This superior scientific instrument is constructed out of solid brass with a double ratchet mechanism controlled by means of a brass crank with wooden handles to either side. The mechanism controls two original glass cylinders each containing a silk and oil soaked piston head to allow the removal of air and the creation of the vacuum. Each piston has a wire passing through the head which lifts the valves at the base, developed to allow them to be lifted independently from the air remaining in the receiving bell jar and thus creating a greater vacuum effect. The pistons are connected by a metal tube running on the underside of the instrument to the glass vacuum plate on which sits its original bell jar (the receiver). The plate also has a brass threaded connecting end, on which numerous other apparatus could be attached for the purposes of further experimentation.
The Belli-Babinet tap (stamped to Babinet at the piston end) was a further improvement added by Jest. Developed from independent experiments by Italian physicist Guiseppe Belli and French physicist Jacques Babinet in the late 1820’s, it allowed for greater expulsion of the air remaining in the piston barrels once the vacuum had been formed in the receiver.
In order to monitor the extent of the vacuum created in the bell jar, the pump is also fitted with a manometer between the piston end and the receiver. Working under the same principals as a barometer, the reading on the gauge will reduce as the vacuum becomes greater.
The instrument is screwed onto its original walnut table which has an integral drawer containing numerous spanners.

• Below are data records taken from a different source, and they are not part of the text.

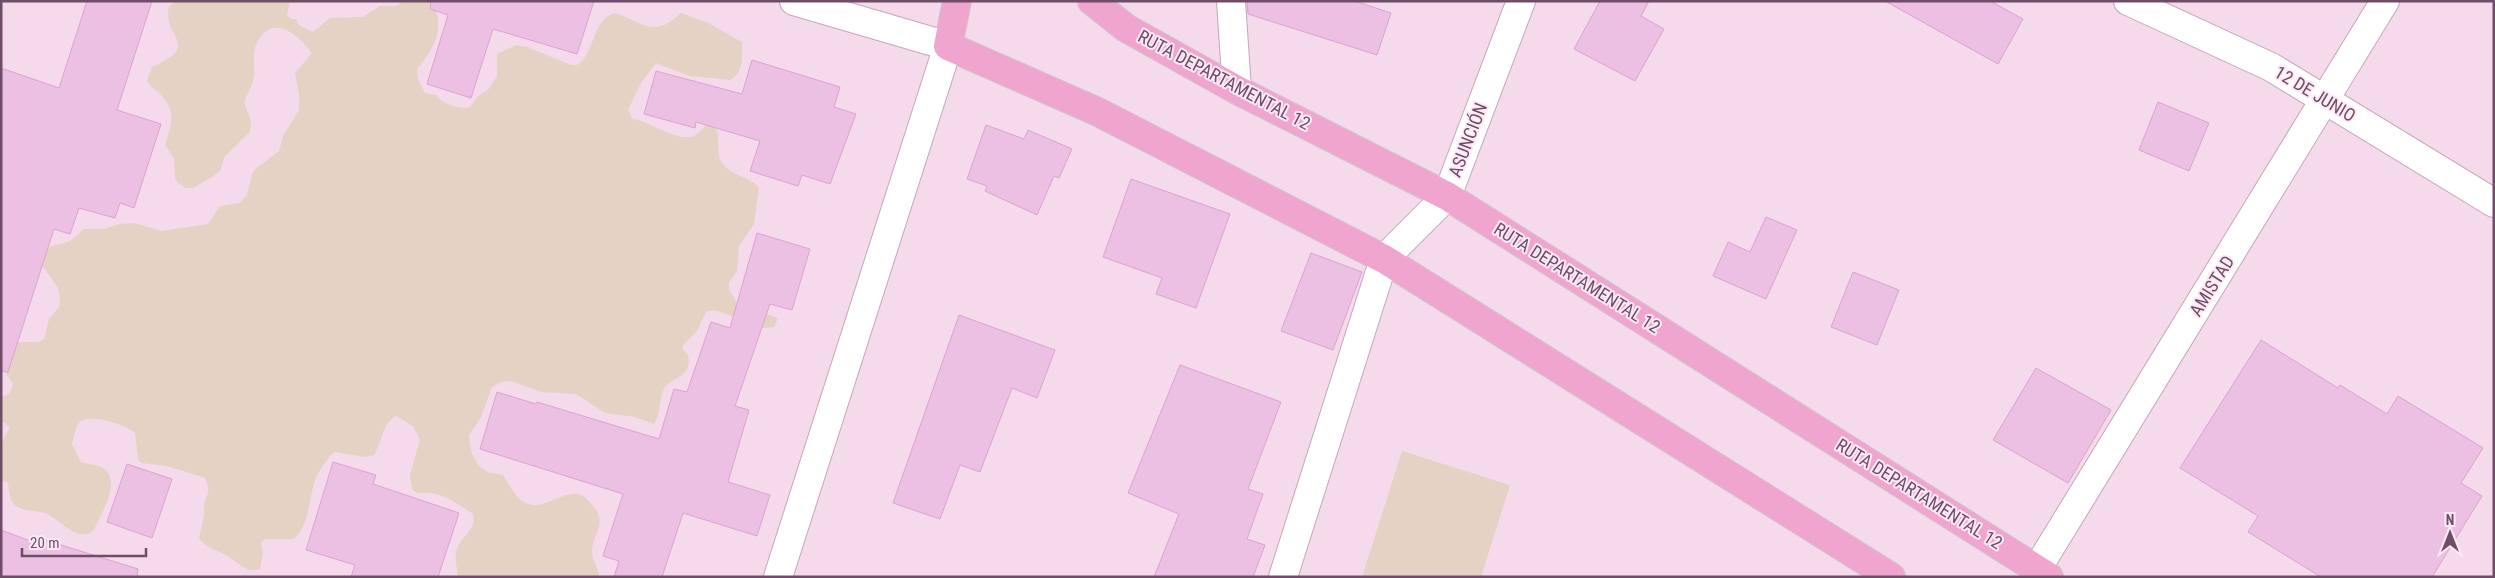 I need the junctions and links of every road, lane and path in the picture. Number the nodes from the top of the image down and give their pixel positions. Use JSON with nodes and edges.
{"nodes":[{"id":1,"x":794,"y":1,"type":"edge"},
{"id":2,"x":957,"y":1,"type":"edge"},
{"id":3,"x":1092,"y":1,"type":"edge"},
{"id":4,"x":1231,"y":1,"type":"edge"},
{"id":5,"x":1521,"y":1,"type":"edge"},
{"id":6,"x":2128,"y":1,"type":"edge"},
{"id":7,"x":2385,"y":1,"type":"edge"},
{"id":8,"x":948,"y":46,"type":"junction"},
{"id":9,"x":1237,"y":90,"type":"junction"},
{"id":10,"x":2325,"y":100,"type":"junction"},
{"id":11,"x":1447,"y":196,"type":"junction"},
{"id":12,"x":2494,"y":203,"type":"edge"},
{"id":13,"x":1384,"y":260,"type":"junction"},
{"id":14,"x":2043,"y":573,"type":"edge"},
{"id":15,"x":778,"y":577,"type":"edge"},
{"id":16,"x":1283,"y":577,"type":"edge"},
{"id":17,"x":1891,"y":577,"type":"edge"}],
"edges":[{"from":1,"to":8,"type":"street"},
{"from":2,"to":8,"type":"main road"},
{"from":3,"to":9,"type":"main road","name":"RUTA DEPARTAMENTAL 12"},
{"from":4,"to":9,"type":"street"},
{"from":5,"to":11,"type":"street","name":"ASUNCIÓN"},
{"from":6,"to":10,"type":"street","name":"12 DE JUNIO"},
{"from":7,"to":10,"type":"street","name":"AMISTAD"},
{"from":8,"to":13,"type":"main road"},
{"from":8,"to":15,"type":"street"},
{"from":9,"to":11,"type":"main road","name":"RUTA DEPARTAMENTAL 12"},
{"from":10,"to":12,"type":"street","name":"12 DE JUNIO"},
{"from":10,"to":14,"type":"street","name":"AMISTAD"},
{"from":11,"to":13,"type":"street","name":"ASUNCIÓN"},
{"from":11,"to":14,"type":"main road","name":"RUTA DEPARTAMENTAL 12"},
{"from":13,"to":16,"type":"street"},
{"from":13,"to":17,"type":"main road"}]}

These comply with the different parts of the pump and allow for disassembly if required.
Jest – The Company
The Jest family were eminent makers of scientific instruments in Turin, Italy for most of the nineteenth century. Founded by Enrico Federico Jest, (born in 1778 in Couvet, Switzerland), Jest according to his 1811 marriage certificate had already been resident in Turin for six years (since 1805) and by 1814 was listed as the instrument maker to the University of Turin, a position that the family would keep until the company ceased to trade at the end of the century. Subsequently, his son Carlo took over the role followed by his cousin Constante and finally Charles Jest until his death in 1900.

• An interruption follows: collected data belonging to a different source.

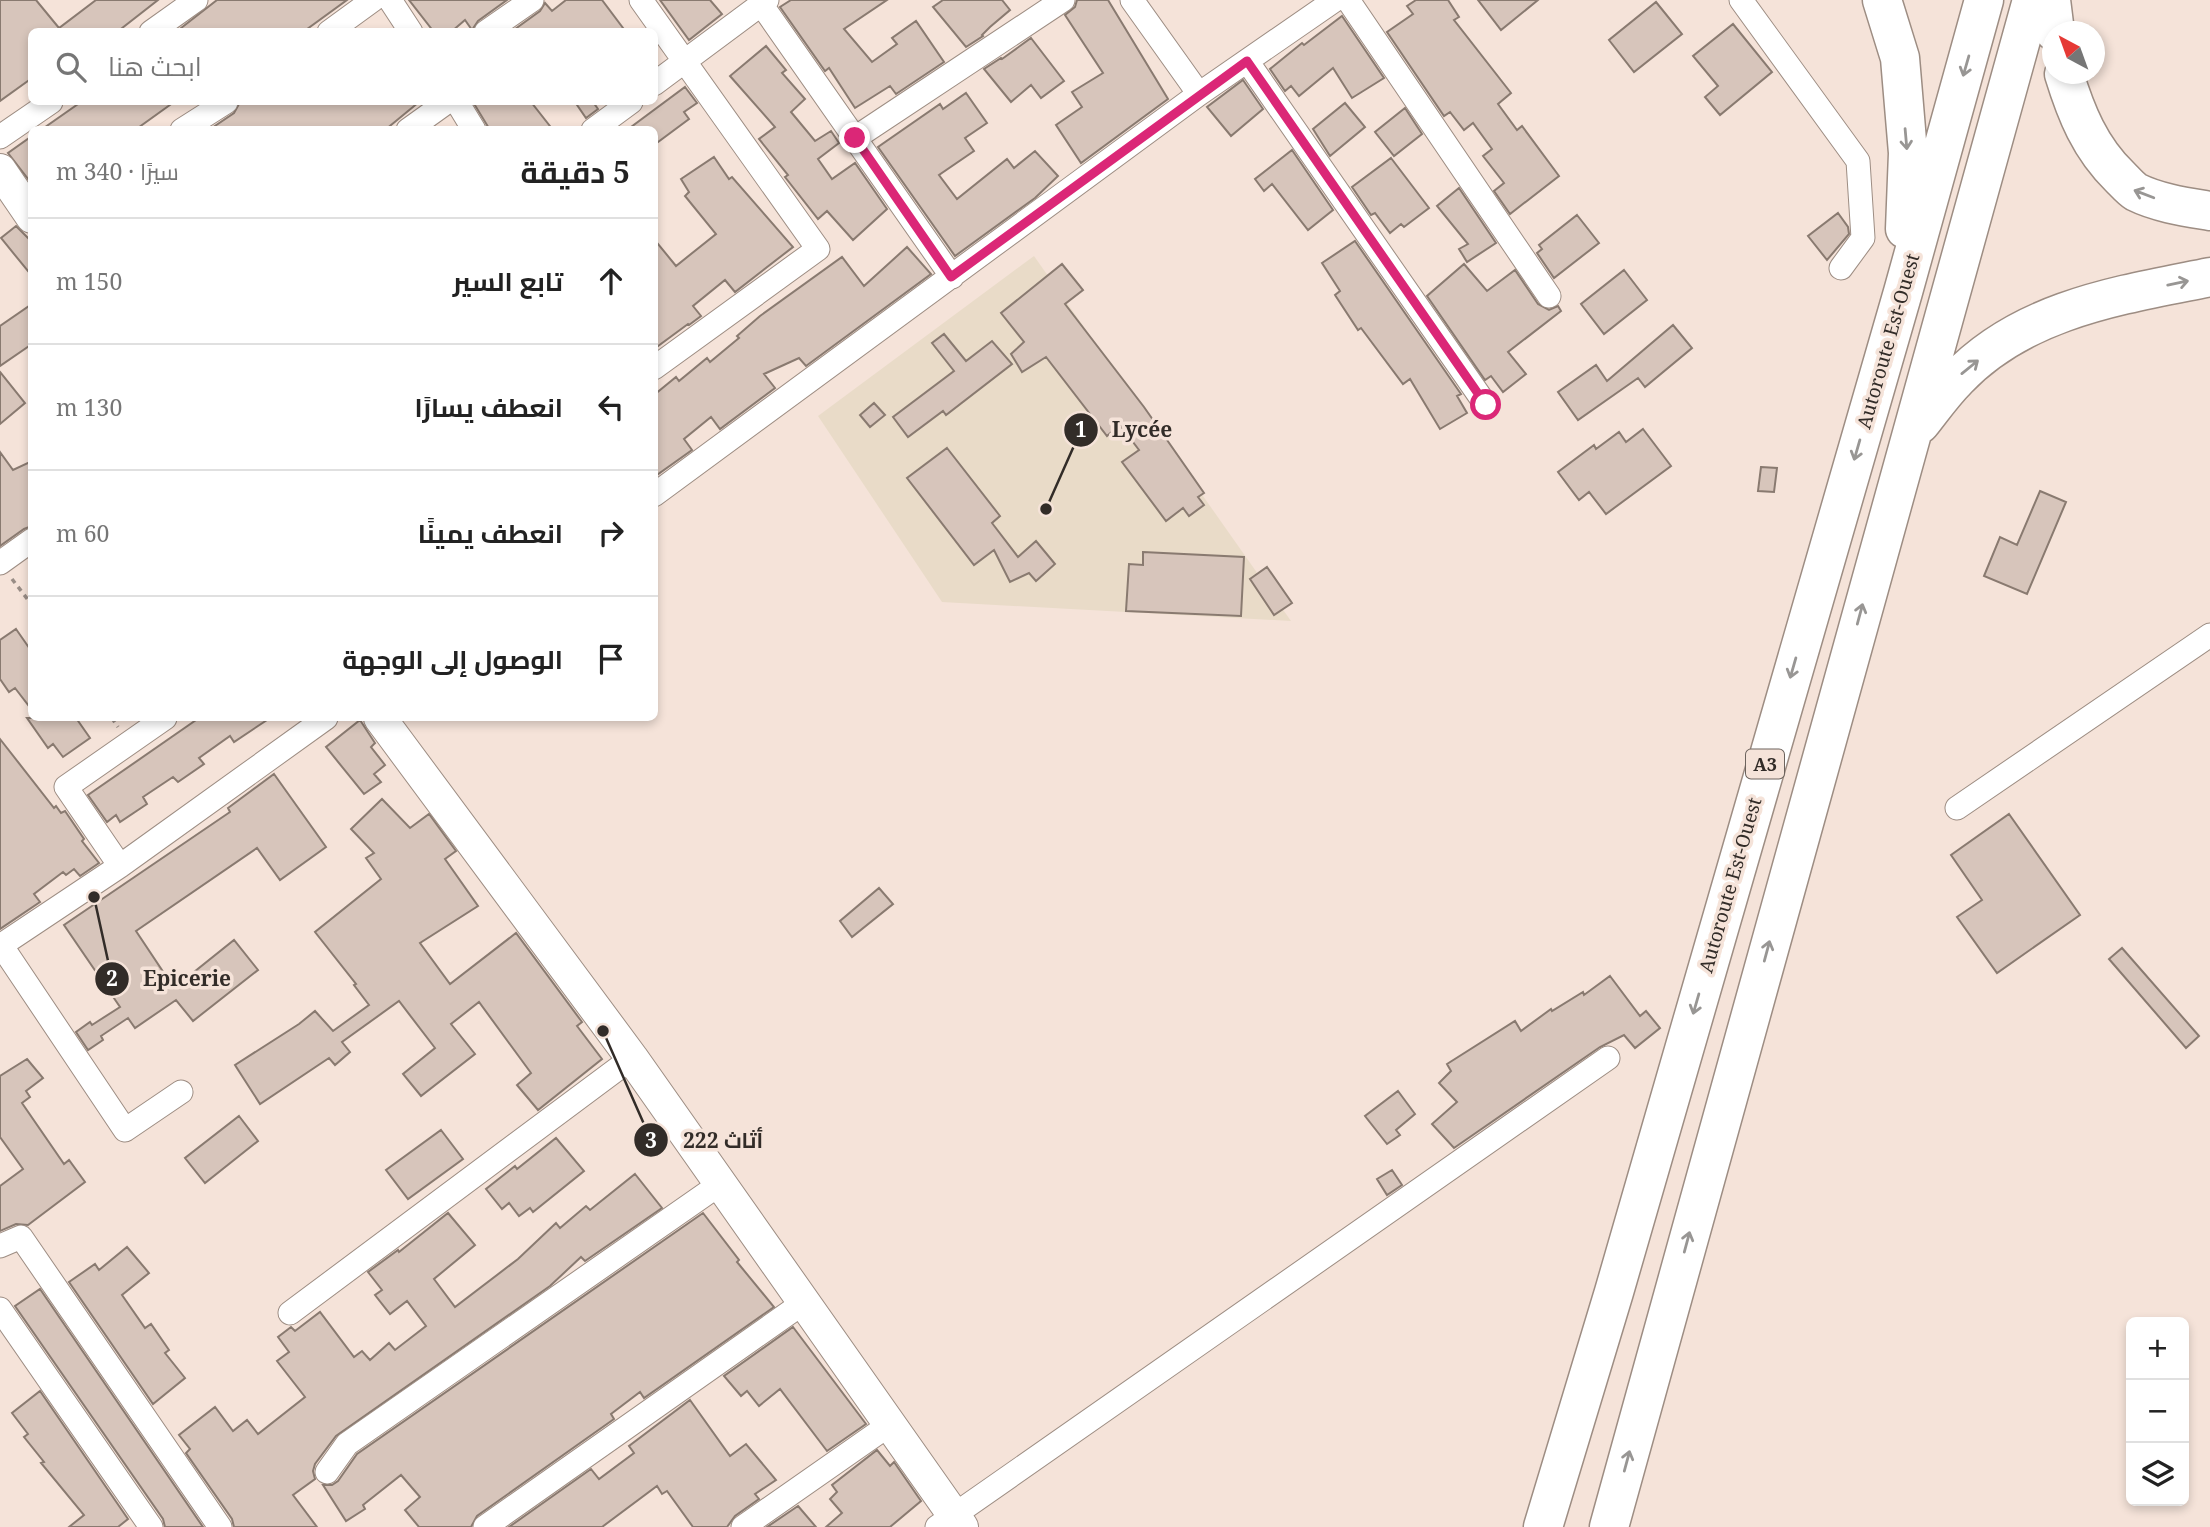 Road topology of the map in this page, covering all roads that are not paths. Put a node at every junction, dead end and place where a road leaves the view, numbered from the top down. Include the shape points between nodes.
1 (196, 0) edge
2 (373, 0) edge
3 (390, 0) edge
4 (532, 0) edge
5 (641, 0) edge
6 (1063, 0) edge
7 (1132, 0) edge
8 (1335, 0) edge
9 (1348, 0) edge
10 (1741, 0) edge
11 (1882, 0) edge
12 (1984, 0) edge
13 (2032, 0) edge
14 (2051, 0) edge
15 (764, 2) edge
16 (2054, 21) edge
17 (157, 28) edge
18 (334, 28) edge
19 (408, 28) edge
20 (492, 28) edge
21 (1247, 61) junction
22 (683, 62) junction
23 (658, 81) edge
24 (2067, 84) edge
25 (1199, 94) junction
26 (47, 105) edge
27 (221, 105) edge
28 (443, 105) edge
29 (459, 105) edge
30 (627, 105) edge
31 (188, 126) edge
32 (414, 126) edge
33 (472, 126) edge
34 (598, 126) edge
35 (0, 137) edge
36 (855, 138) junction
37 (0, 170) edge
38 (2210, 211) edge
39 (28, 212) edge
40 (1841, 268) dead end
41 (951, 277) junction
42 (2210, 277) edge
43 (1903, 292) junction
44 (1549, 296) dead end
45 (658, 365) edge
46 (1486, 405) dead end
47 (1909, 437) junction
48 (658, 492) edge
49 (28, 543) edge
50 (0, 563) edge
51 (2210, 635) edge
52 (161, 721) edge
53 (322, 721) edge
54 (382, 721) edge
55 (1957, 808) dead end
56 (120, 866) junction
57 (3, 938) edge
58 (632, 1058) junction
59 (1608, 1058) dead end
60 (181, 1092) dead end
61 (720, 1184) junction
62 (0, 1246) edge
63 (803, 1303) junction
64 (0, 1309) edge
65 (290, 1313) dead end
66 (889, 1425) junction
67 (327, 1472) dead end
68 (951, 1523) edge
69 (151, 1527) edge
70 (220, 1527) edge
71 (485, 1527) edge
72 (743, 1527) edge
73 (1543, 1527) edge
74 (1609, 1527) edge

1 - 17 street
2 - 18 street
3 - 19 street
4 - 20 street
5 - 22 street
6 - 36 street
7 - 25 street
8 - 21 street
9 - 44 street
10 - 40 street via 1858,161 1863,238
11 -> 43 highway via 1900,58 1908,153
12 -> 43 highway, Autoroute Est-Ouest / A3
13 - 47 highway
14 - 16 highway
15 - 22 street
15 - 36 street
21 - 25 street
21 - 46 street
22 - 23 street
22 - 45 street via 818,249
38 -> 24 highway via 2135,191 2093,145
25 - 41 street
26 - 35 street
27 - 31 street
28 - 32 street
29 - 33 street
30 - 34 street
36 - 41 street
37 - 39 main road
41 - 48 street
47 -> 42 highway via 1958,378 1992,349 2033,324 2083,304
43 -> 73 highway, Autoroute Est-Ouest / A3
74 -> 47 highway
49 - 50 street
51 - 55 street
52 - 56 street via 66,787
53 - 56 street
54 - 58 main road
56 - 57 street
57 - 60 street via 125,1130
58 - 61 main road
58 - 65 street
59 - 68 street
61 - 63 main road
61 - 67 street via 347,1444
62 - 70 street via 21,1237
63 - 66 main road
63 - 71 street
64 - 69 street
66 - 68 main road
66 - 72 street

During this time, the company obtained a bronze medal at the Italian States Exhibition of 1829, in 1844 they received several awards at the Italian Royal Chamber of Agriculture’s industry and Fine Arts Exhibition, a gold medal at the Geneva Industrial Exhibition of 1853 and also at the London Exhibition of 1862 where Carlo Jest is listed as showing “a collection of philosophical instruments for schools”. He was noted to have received an award for “economical construction and good workmanship in his philosophical instruments”.
Enrico Federico Jest is perhaps most famous for having been one of the first people to have introduced daguerreotype photography to Italy. Relying on descriptions of a speech made at The Academy of Science in Paris in 1839, Jest in October of that year had built and demonstrated (in front of the Grand Duke of Tuscany) apparatus for producing daguerreotype photographs. The firm maintained a keen interest in photography and according to their advertisements, were producing photographs for the general public as early as 1842.

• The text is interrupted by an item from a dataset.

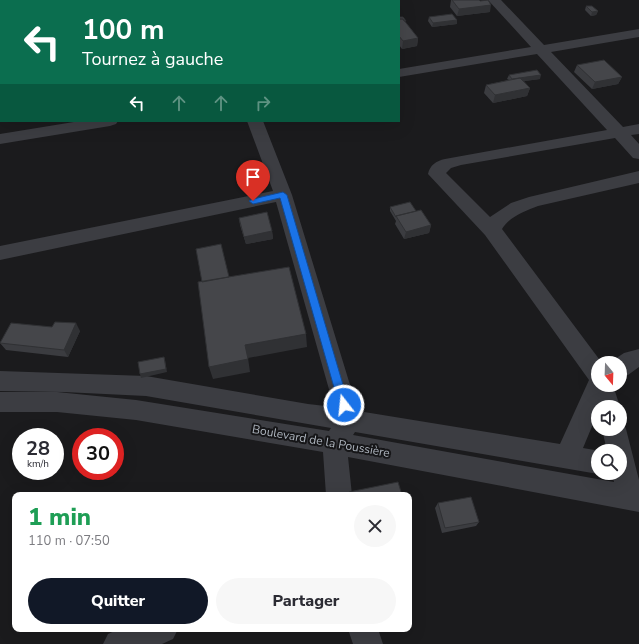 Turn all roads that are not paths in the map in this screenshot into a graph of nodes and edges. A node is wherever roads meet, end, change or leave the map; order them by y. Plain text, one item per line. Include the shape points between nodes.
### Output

In the 1850’s the Jest family were also responsible for the first public experiments of electric light in Italy whereby the monument to Conte Verde in the Palazzo Madama, Turin was illuminated from a nearby balcony.
Jest were also early adopters of the aneroid barometer with adverts from 1847 espousing the accuracy of the new inventions of Lucien Vidi in 1843. These early barometers were produced by Dent in the UK and are now some of the most collectible examples.
The company traded from 46 Via Po in Turin until 1860 and then moved to number 13 Via Po in 1860.
History of the Vacuum Pump
Vacuum pumps were first conceived in the seventeenth century by the German scientist Otto Von Guericke who conducted the famous Magdeburg Spheres experiment whereby two connected hemispheres with evacuated air withheld the force of two horses attempting to pull them apart. In the same century, Robert Boyle with the assistance of Robert Hooke devised improvements on Guericke’s work and produced the “machina Boyleana” which was a single barrelled air pump. An account of this work was published in 1660 under the title “New Experiments Physico-Mechanicall, Touching the Spring of the Air, and its Effects”. Further improvements were made by Denis Papin using two barrels and self-closing valves.
The double barrelled air pump as we now know it was first constructed by Francis Hauksbee (or Hawksbee) and shown to The Royal Society in 1705. Smaller table top versions were later developed by Benjamin Harris and his book on the subject (which is perhaps more of an advert for his products), provides some interesting insight into the types of experiments being suggested for those wishing to conduct home experiments with his apparatus. Given the success and compactness of Harris’s version compared to Hauksbee’s earlier model, it seems to have created the mould for most later models and the vacuum pump remained somewhat similar in style throughout the nineteenth century.
Scientific instruments by Jest are rarely seen outside of public institutions and museums today owing to the quality of the workmanship and engineering of their manufacturing output. Perhaps less widely known in the UK, the company of Jest was however selling to both UK and continental markets given their attendance at the exhibitions mentioned above. This vacuum pump with its original walnut table base is somewhat different to UK examples given the fashion for using glass to create the piston cylinders with all UK examples being encountered with brass cylinders which does not allow access to see the movement.
All in all, a magnificent example of a nineteenth century demonstration vacuum pump.